**TASK TO COMPLETE:** Would you please transcribe the data in full and exactly, excluding images?

**SUPPLIED MATERIAL:**
■ ■ ■ ■
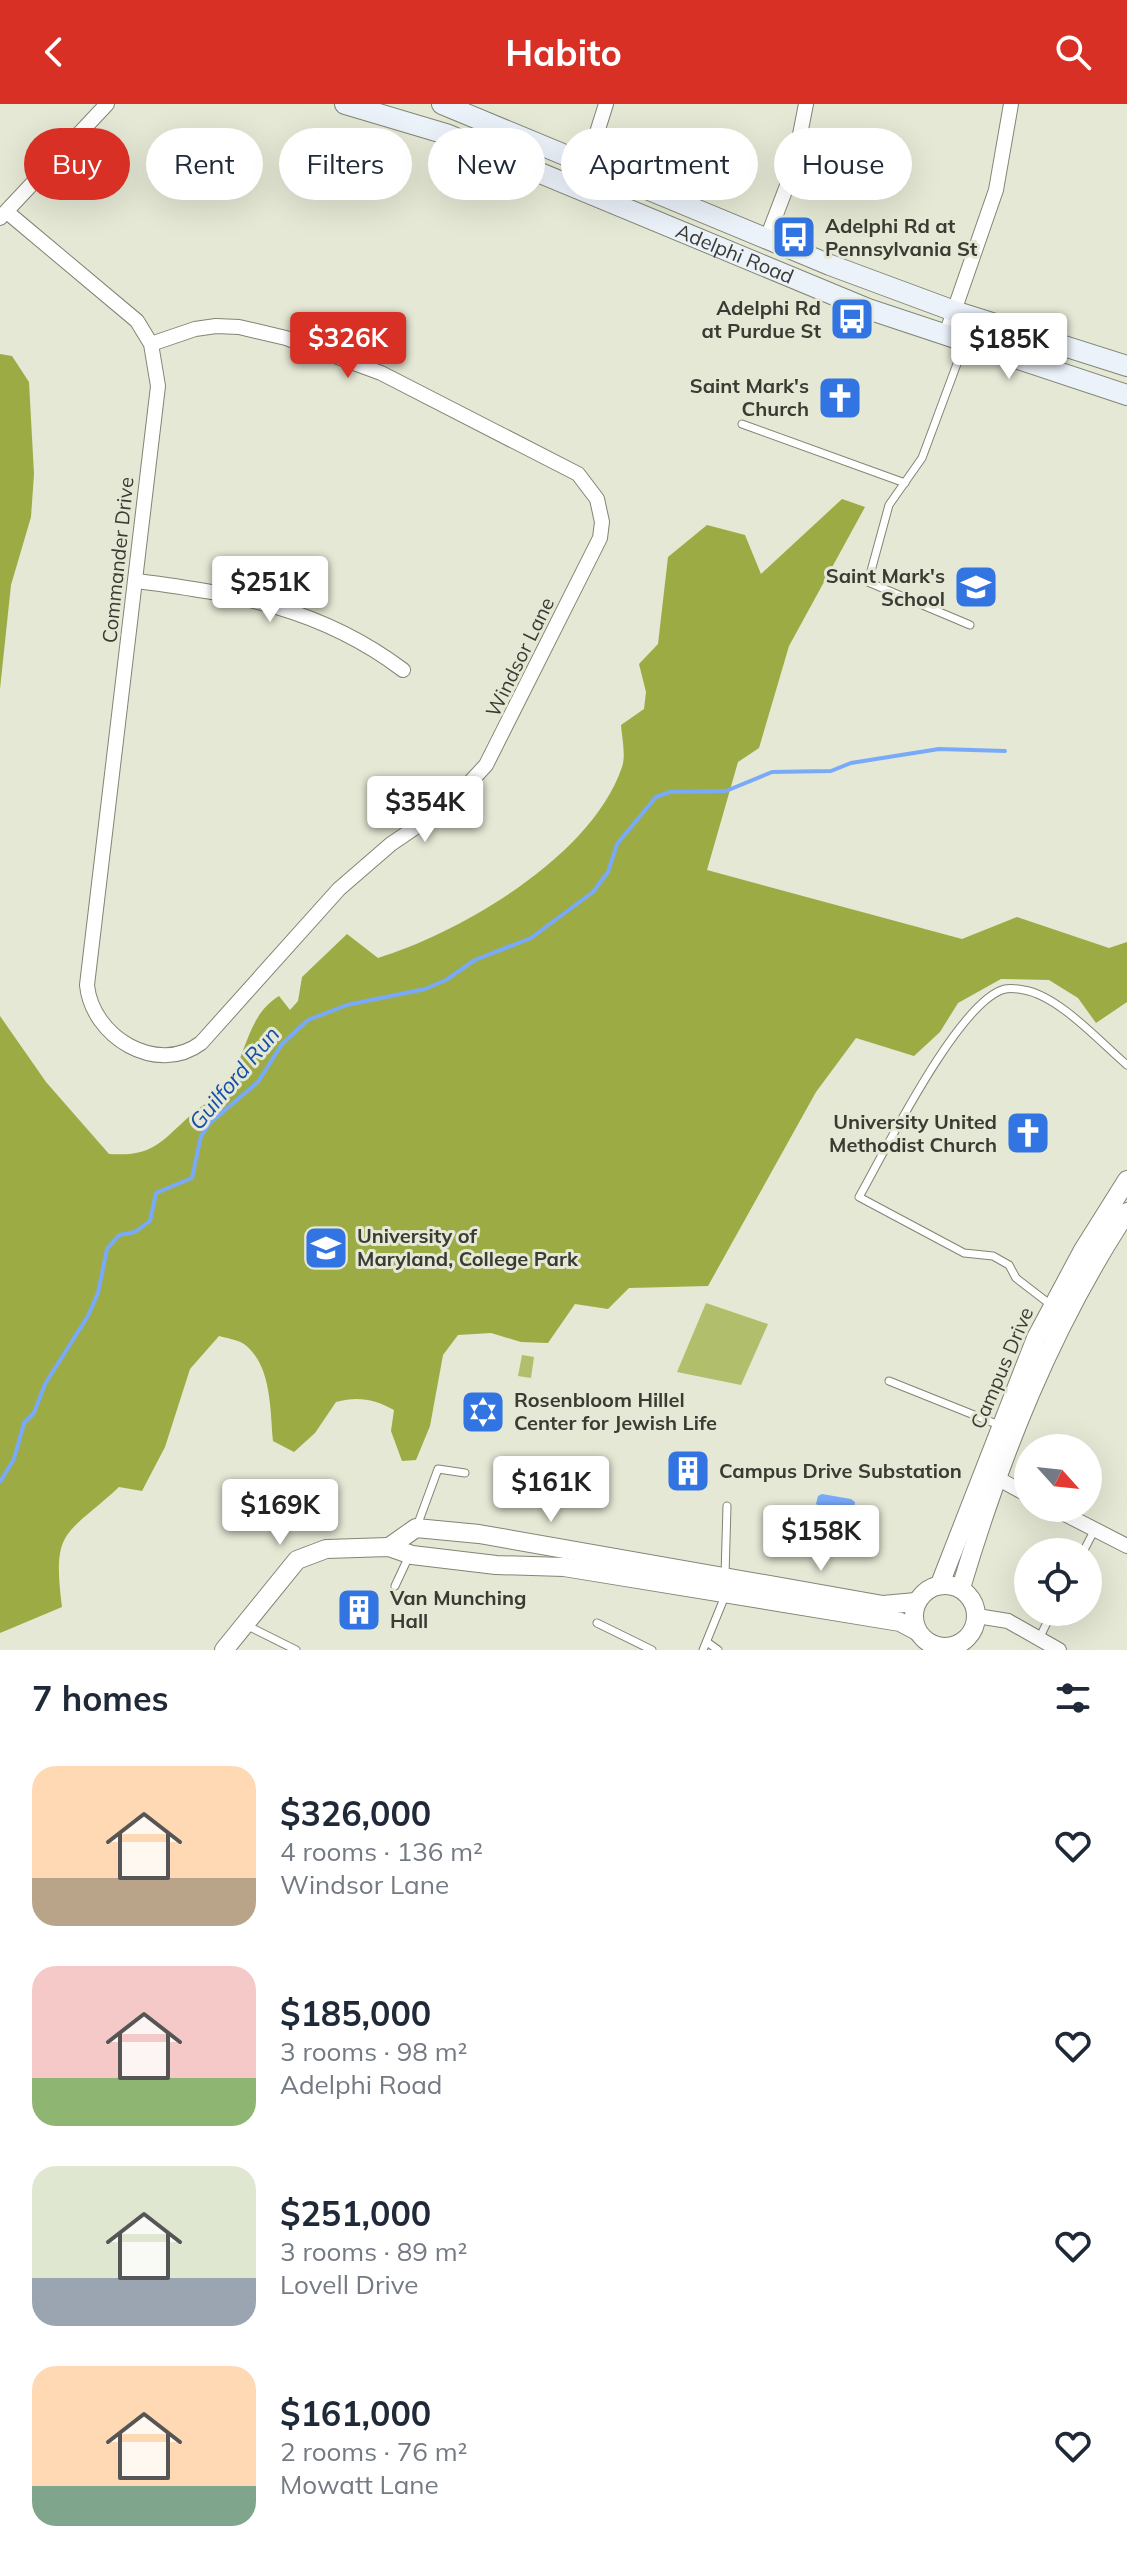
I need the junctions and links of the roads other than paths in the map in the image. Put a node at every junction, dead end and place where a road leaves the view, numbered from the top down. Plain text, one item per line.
1 (107, 104) edge
2 (345, 104) edge
3 (442, 104) edge
4 (606, 104) edge
5 (806, 104) edge
6 (1011, 104) edge
7 (598, 128) edge
8 (561, 153) edge
9 (675, 200) edge
10 (3, 215) edge
11 (767, 238) junction
12 (964, 314) junction
13 (955, 340) junction
14 (151, 344) junction
15 (1127, 366) edge
16 (1127, 395) edge
17 (742, 424) dead end
18 (905, 483) junction
19 (137, 581) junction
20 (970, 625) dead end
21 (403, 670) dead end
22 (88, 977) joint
23 (1127, 1065) edge
24 (1127, 1180) edge
25 (1127, 1212) edge
26 (1061, 1310) junction
27 (889, 1381) dead end
28 (1001, 1426) junction
29 (465, 1473) dead end
30 (997, 1478) junction
31 (1014, 1487) edge
32 (727, 1506) dead end
33 (1081, 1522) edge
34 (416, 1528) junction
35 (1095, 1529) junction
36 (1090, 1538) edge
37 (1127, 1546) edge
38 (389, 1547) junction
39 (410, 1554) junction
40 (940, 1584) junction
41 (395, 1586) dead end
42 (726, 1587) junction
43 (961, 1588) junction
44 (916, 1602) junction
45 (977, 1616) junction
46 (597, 1623) dead end
47 (244, 1625) junction
48 (1045, 1626) edge
49 (917, 1631) junction
50 (1038, 1640) junction
51 (705, 1646) edge
52 (933, 1648) edge
53 (224, 1650) edge
54 (296, 1650) edge
55 (652, 1650) edge
56 (718, 1650) edge
57 (1059, 1650) edge

1 - 10 street
2 - 13 main road, Adelphi Road
3 - 8 main road, Adelphi Road
4 - 7 street
5 - 11 street
6 - 12 street
9 - 11 main road, Adelphi Road
10 - 14 street, Commander Drive
11 - 12 main road, Adelphi Road
12 - 13 street
12 - 13 lane
12 - 15 main road, Adelphi Road
13 - 16 main road, Adelphi Road
13 - 18 lane
14 - 19 street, Commander Drive
14 - 22 street, Windsor Lane
17 - 18 lane
18 - 20 lane
19 - 21 street
19 - 22 street, Commander Drive
23 - 26 lane
24 - 26 street, Campus Drive
25 - 26 street, Campus Drive
26 - 28 street, Campus Drive
26 - 30 street, Campus Drive
27 - 28 lane
28 - 40 street, Campus Drive
29 - 34 lane
30 - 31 street
30 - 43 street, Campus Drive
32 - 42 lane
33 - 35 street
34 - 38 street
34 - 42 street
35 - 36 lane
35 - 37 street
38 - 39 street
38 - 47 street
39 - 41 lane
39 - 42 street
40 - 43 street
40 - 44 street
42 - 44 street
42 - 49 street
42 - 51 lane
43 - 45 street
44 - 49 street
45 - 50 street
45 - 52 street
46 - 55 lane
47 - 53 street
47 - 54 lane
48 - 50 lane
49 - 52 street
50 - 57 street
51 - 56 lane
■ ■ ■ ■
**EXERCISE OUTPUT:**
I need the junctions and links of the roads other than paths in the map in the image. Put a node at every junction, dead end and place where a road leaves the view, numbered from the top down. Plain text, one item per line.
1 (107, 104) edge
2 (345, 104) edge
3 (442, 104) edge
4 (606, 104) edge
5 (806, 104) edge
6 (1011, 104) edge
7 (598, 128) edge
8 (561, 153) edge
9 (675, 200) edge
10 (3, 215) edge
11 (767, 238) junction
12 (964, 314) junction
13 (955, 340) junction
14 (151, 344) junction
15 (1127, 366) edge
16 (1127, 395) edge
17 (742, 424) dead end
18 (905, 483) junction
19 (137, 581) junction
20 (970, 625) dead end
21 (403, 670) dead end
22 (88, 977) joint
23 (1127, 1065) edge
24 (1127, 1180) edge
25 (1127, 1212) edge
26 (1061, 1310) junction
27 (889, 1381) dead end
28 (1001, 1426) junction
29 (465, 1473) dead end
30 (997, 1478) junction
31 (1014, 1487) edge
32 (727, 1506) dead end
33 (1081, 1522) edge
34 (416, 1528) junction
35 (1095, 1529) junction
36 (1090, 1538) edge
37 (1127, 1546) edge
38 (389, 1547) junction
39 (410, 1554) junction
40 (940, 1584) junction
41 (395, 1586) dead end
42 (726, 1587) junction
43 (961, 1588) junction
44 (916, 1602) junction
45 (977, 1616) junction
46 (597, 1623) dead end
47 (244, 1625) junction
48 (1045, 1626) edge
49 (917, 1631) junction
50 (1038, 1640) junction
51 (705, 1646) edge
52 (933, 1648) edge
53 (224, 1650) edge
54 (296, 1650) edge
55 (652, 1650) edge
56 (718, 1650) edge
57 (1059, 1650) edge

1 - 10 street
2 - 13 main road, Adelphi Road
3 - 8 main road, Adelphi Road
4 - 7 street
5 - 11 street
6 - 12 street
9 - 11 main road, Adelphi Road
10 - 14 street, Commander Drive
11 - 12 main road, Adelphi Road
12 - 13 street
12 - 13 lane
12 - 15 main road, Adelphi Road
13 - 16 main road, Adelphi Road
13 - 18 lane
14 - 19 street, Commander Drive
14 - 22 street, Windsor Lane
17 - 18 lane
18 - 20 lane
19 - 21 street
19 - 22 street, Commander Drive
23 - 26 lane
24 - 26 street, Campus Drive
25 - 26 street, Campus Drive
26 - 28 street, Campus Drive
26 - 30 street, Campus Drive
27 - 28 lane
28 - 40 street, Campus Drive
29 - 34 lane
30 - 31 street
30 - 43 street, Campus Drive
32 - 42 lane
33 - 35 street
34 - 38 street
34 - 42 street
35 - 36 lane
35 - 37 street
38 - 39 street
38 - 47 street
39 - 41 lane
39 - 42 street
40 - 43 street
40 - 44 street
42 - 44 street
42 - 49 street
42 - 51 lane
43 - 45 street
44 - 49 street
45 - 50 street
45 - 52 street
46 - 55 lane
47 - 53 street
47 - 54 lane
48 - 50 lane
49 - 52 street
50 - 57 street
51 - 56 lane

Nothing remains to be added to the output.